[What the task requires] Copy out each entry precisely; no image belongs in the result.

[Stored data]

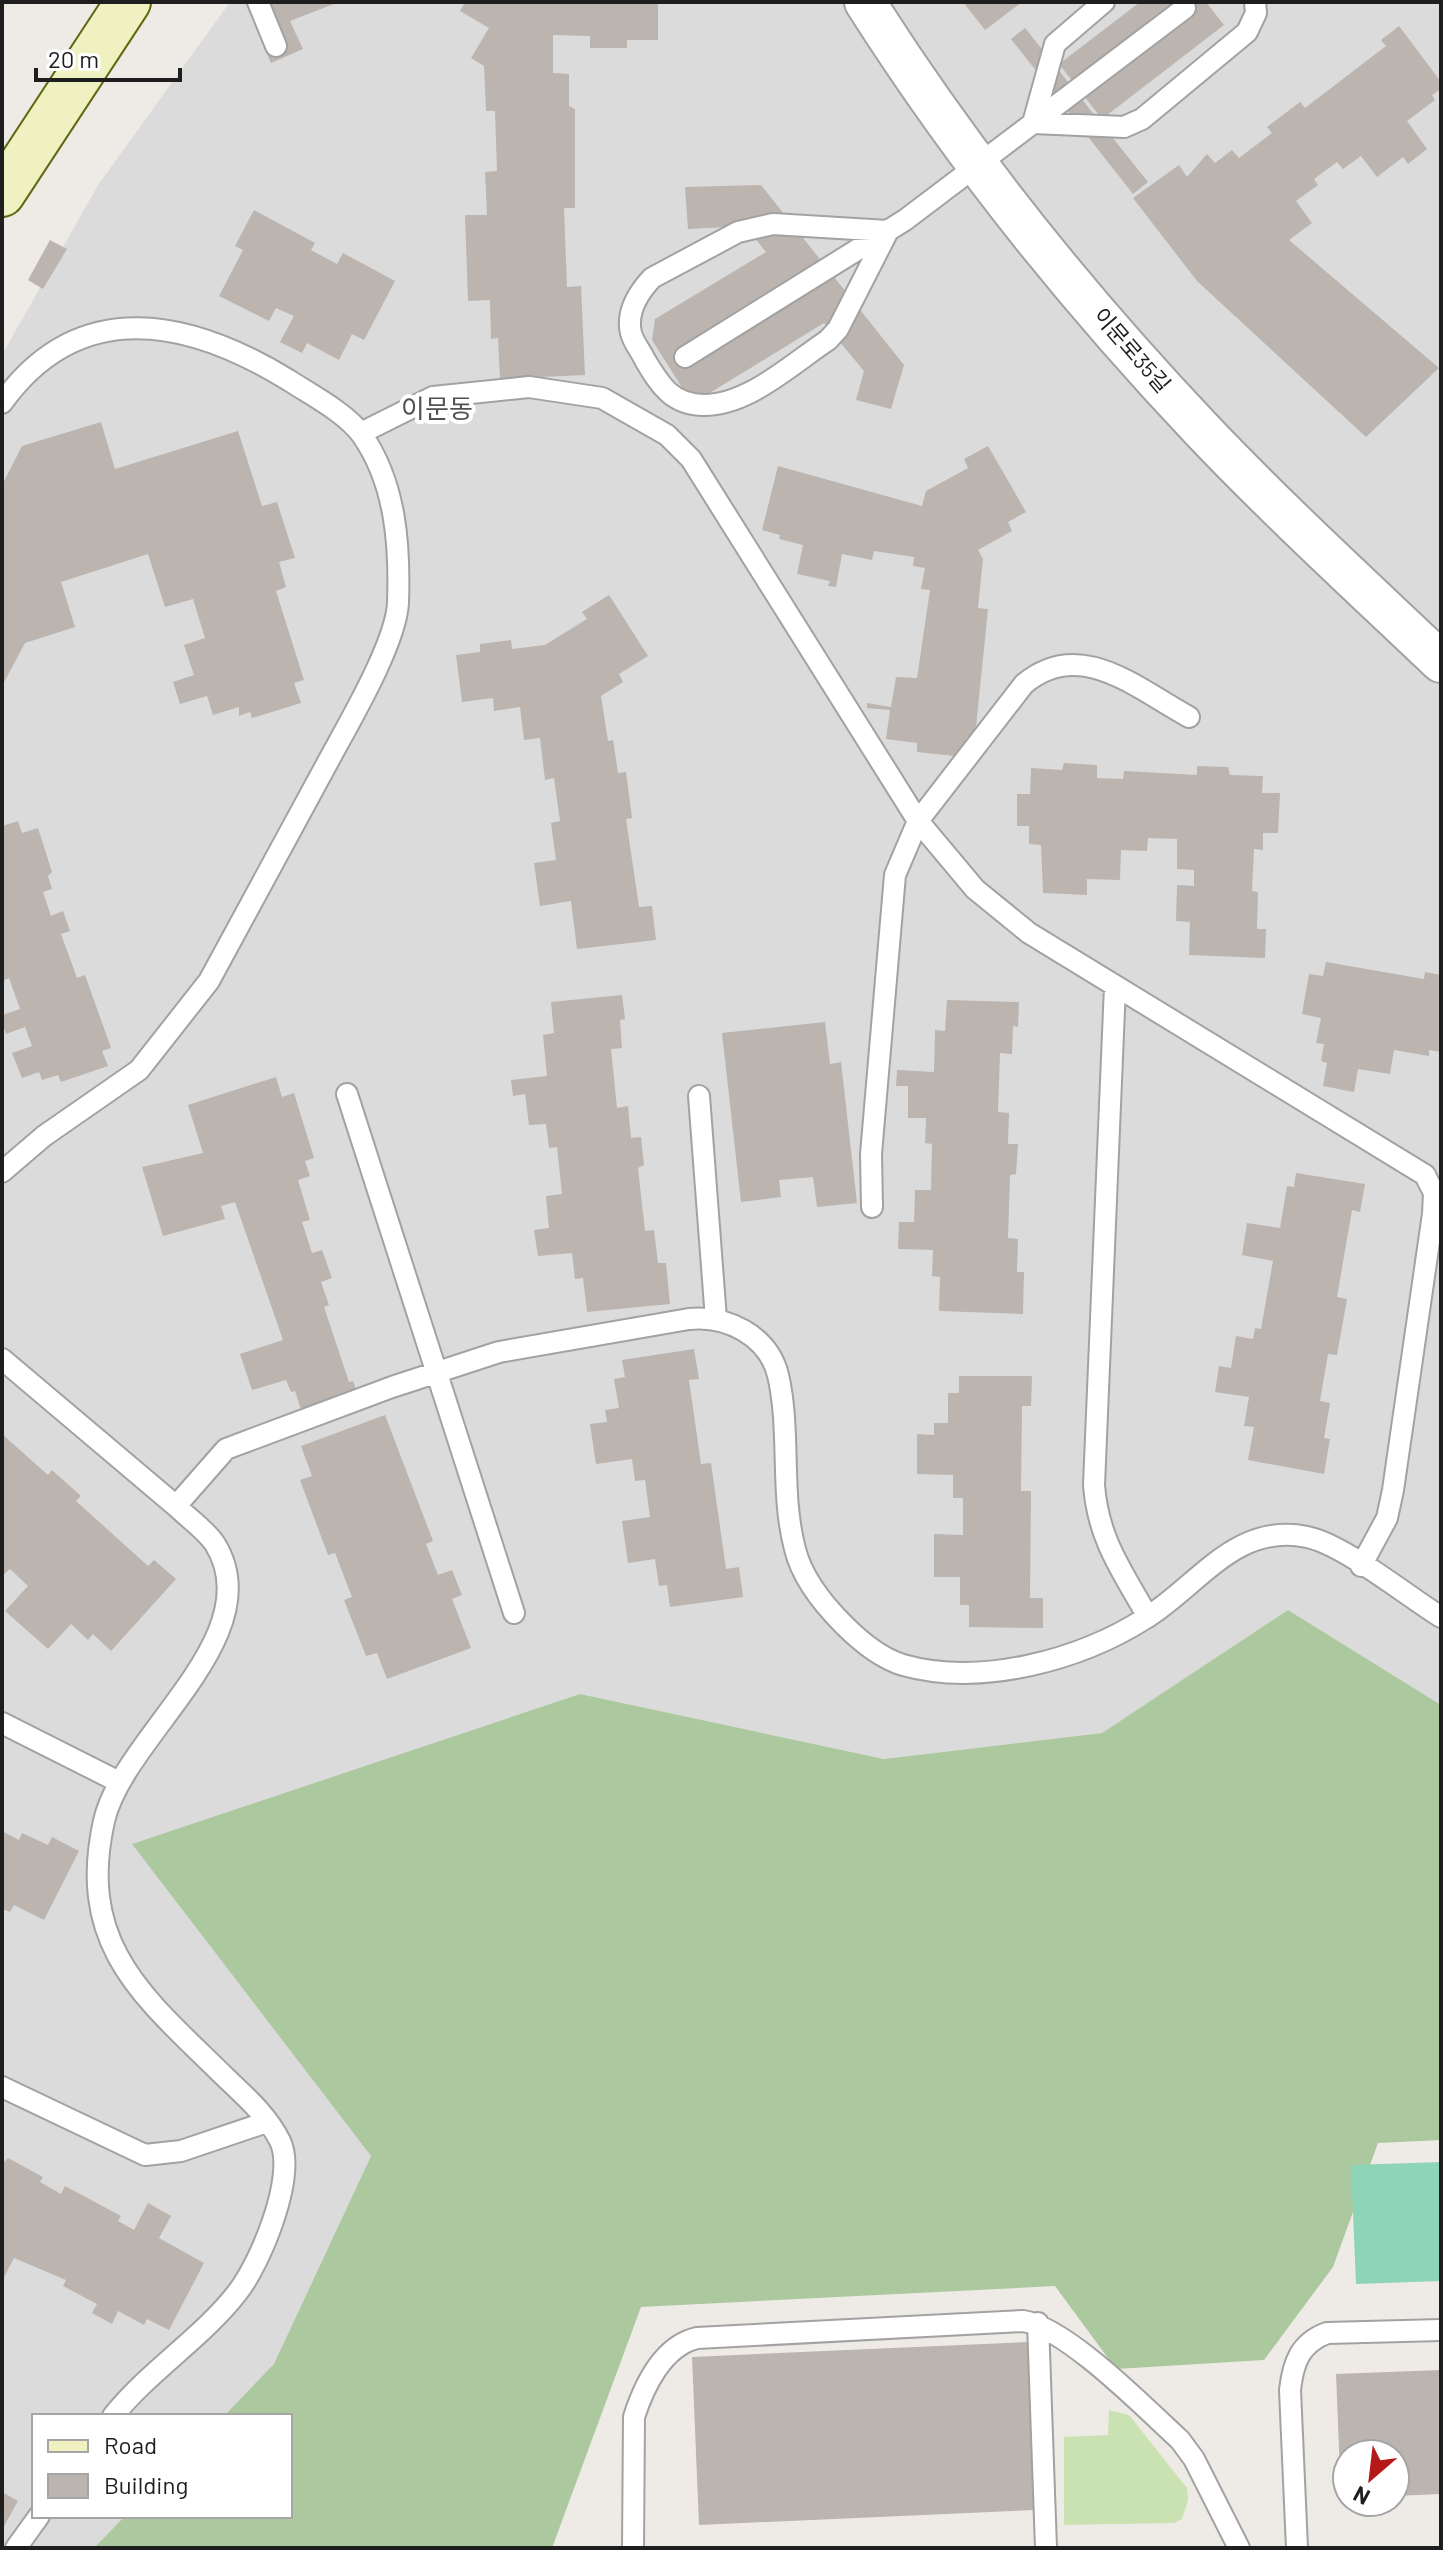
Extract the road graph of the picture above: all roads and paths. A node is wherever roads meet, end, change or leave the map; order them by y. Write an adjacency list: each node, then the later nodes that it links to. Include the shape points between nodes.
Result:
1 (128, 2): 10 (main road)
2 (258, 2): 7 (lane)
3 (865, 2): 9 (street, 이문로35길)
4 (1104, 2): 8 (lane, via 1055,44)
5 (1255, 2): 8 (lane, via 1247,32 1131,125)
6 (1185, 8): 8 (lane)
7 (276, 46)
8 (1033, 123): 9 (lane)
9 (977, 166): 11 (lane); 15 (street, 이문로35길, via 1201,429)
10 (2, 194)
11 (888, 231): 11 (lane, via 773,224 738,232 652,278 635,301 630,332 671,396 705,405 746,394 838,329); 12 (lane)
12 (685, 357)
13 (2, 403): 14 (lane, via 55,348 128,327 168,329 202,336 248,356)
14 (361, 433): 17 (lane, via 433,397 529,387 602,398 667,435 691,459); 21 (lane, via 385,475 397,538 398,608 370,684 209,981 184,1016 139,1070)
15 (1441, 662)
16 (1189, 717): 17 (lane, via 1095,666 1059,664 1039,671)
17 (918, 821): 18 (lane, via 1001,912); 22 (lane, via 895,875 871,1154)
18 (1115, 986): 27 (lane, via 1408,1161 1425,1175 1434,1193 1393,1490 1387,1518); 29 (lane, via 1094,1485 1096,1516 1106,1544)
19 (347, 1094): 25 (lane)
20 (699, 1096): 23 (lane)
21 (2, 1172)
22 (872, 1207)
23 (716, 1319): 25 (lane, via 689,1319 499,1352); 29 (lane, via 755,1339 778,1375 789,1526 809,1583 833,1614 880,1655 903,1665 995,1671 1042,1663 1102,1642)
24 (2, 1359): 26 (lane)
25 (437, 1371): 26 (lane, via 226,1449); 28 (lane)
26 (176, 1506): 32 (lane, via 215,1543 228,1593 212,1647)
27 (1361, 1566): 29 (lane, via 1309,1537 1253,1539 1231,1550); 30 (lane)
28 (514, 1613)
29 (1148, 1617)
30 (1441, 1617)
31 (2, 1723): 32 (lane)
32 (119, 1782): 34 (lane, via 105,1818 98,1860 110,1946 147,2001)
33 (2, 2087): 34 (lane, via 145,2155 181,2151)
34 (267, 2122): 37 (lane, via 281,2143 284,2173 260,2251 237,2293)
35 (1038, 2323): 40 (lane, via 712,2337 675,2346 634,2417); 41 (lane); 42 (lane, via 1070,2344 1180,2440)
36 (1441, 2330): 43 (lane, via 1327,2333 1301,2351 1290,2390)
37 (115, 2414)
38 (38, 2518): 39 (lane)
39 (16, 2548)
40 (633, 2548)
41 (1046, 2548)
42 (1239, 2548)
43 (1297, 2548)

[Response for this exercise]
Extract the road graph of the picture above: all roads and paths. A node is wherever roads meet, end, change or leave the map; order them by y. Write an adjacency list: each node, then the later nodes that it links to. Include the shape points between nodes.
Result:
1 (128, 2): 10 (main road)
2 (258, 2): 7 (lane)
3 (865, 2): 9 (street, 이문로35길)
4 (1104, 2): 8 (lane, via 1055,44)
5 (1255, 2): 8 (lane, via 1247,32 1131,125)
6 (1185, 8): 8 (lane)
7 (276, 46)
8 (1033, 123): 9 (lane)
9 (977, 166): 11 (lane); 15 (street, 이문로35길, via 1201,429)
10 (2, 194)
11 (888, 231): 11 (lane, via 773,224 738,232 652,278 635,301 630,332 671,396 705,405 746,394 838,329); 12 (lane)
12 (685, 357)
13 (2, 403): 14 (lane, via 55,348 128,327 168,329 202,336 248,356)
14 (361, 433): 17 (lane, via 433,397 529,387 602,398 667,435 691,459); 21 (lane, via 385,475 397,538 398,608 370,684 209,981 184,1016 139,1070)
15 (1441, 662)
16 (1189, 717): 17 (lane, via 1095,666 1059,664 1039,671)
17 (918, 821): 18 (lane, via 1001,912); 22 (lane, via 895,875 871,1154)
18 (1115, 986): 27 (lane, via 1408,1161 1425,1175 1434,1193 1393,1490 1387,1518); 29 (lane, via 1094,1485 1096,1516 1106,1544)
19 (347, 1094): 25 (lane)
20 (699, 1096): 23 (lane)
21 (2, 1172)
22 (872, 1207)
23 (716, 1319): 25 (lane, via 689,1319 499,1352); 29 (lane, via 755,1339 778,1375 789,1526 809,1583 833,1614 880,1655 903,1665 995,1671 1042,1663 1102,1642)
24 (2, 1359): 26 (lane)
25 (437, 1371): 26 (lane, via 226,1449); 28 (lane)
26 (176, 1506): 32 (lane, via 215,1543 228,1593 212,1647)
27 (1361, 1566): 29 (lane, via 1309,1537 1253,1539 1231,1550); 30 (lane)
28 (514, 1613)
29 (1148, 1617)
30 (1441, 1617)
31 (2, 1723): 32 (lane)
32 (119, 1782): 34 (lane, via 105,1818 98,1860 110,1946 147,2001)
33 (2, 2087): 34 (lane, via 145,2155 181,2151)
34 (267, 2122): 37 (lane, via 281,2143 284,2173 260,2251 237,2293)
35 (1038, 2323): 40 (lane, via 712,2337 675,2346 634,2417); 41 (lane); 42 (lane, via 1070,2344 1180,2440)
36 (1441, 2330): 43 (lane, via 1327,2333 1301,2351 1290,2390)
37 (115, 2414)
38 (38, 2518): 39 (lane)
39 (16, 2548)
40 (633, 2548)
41 (1046, 2548)
42 (1239, 2548)
43 (1297, 2548)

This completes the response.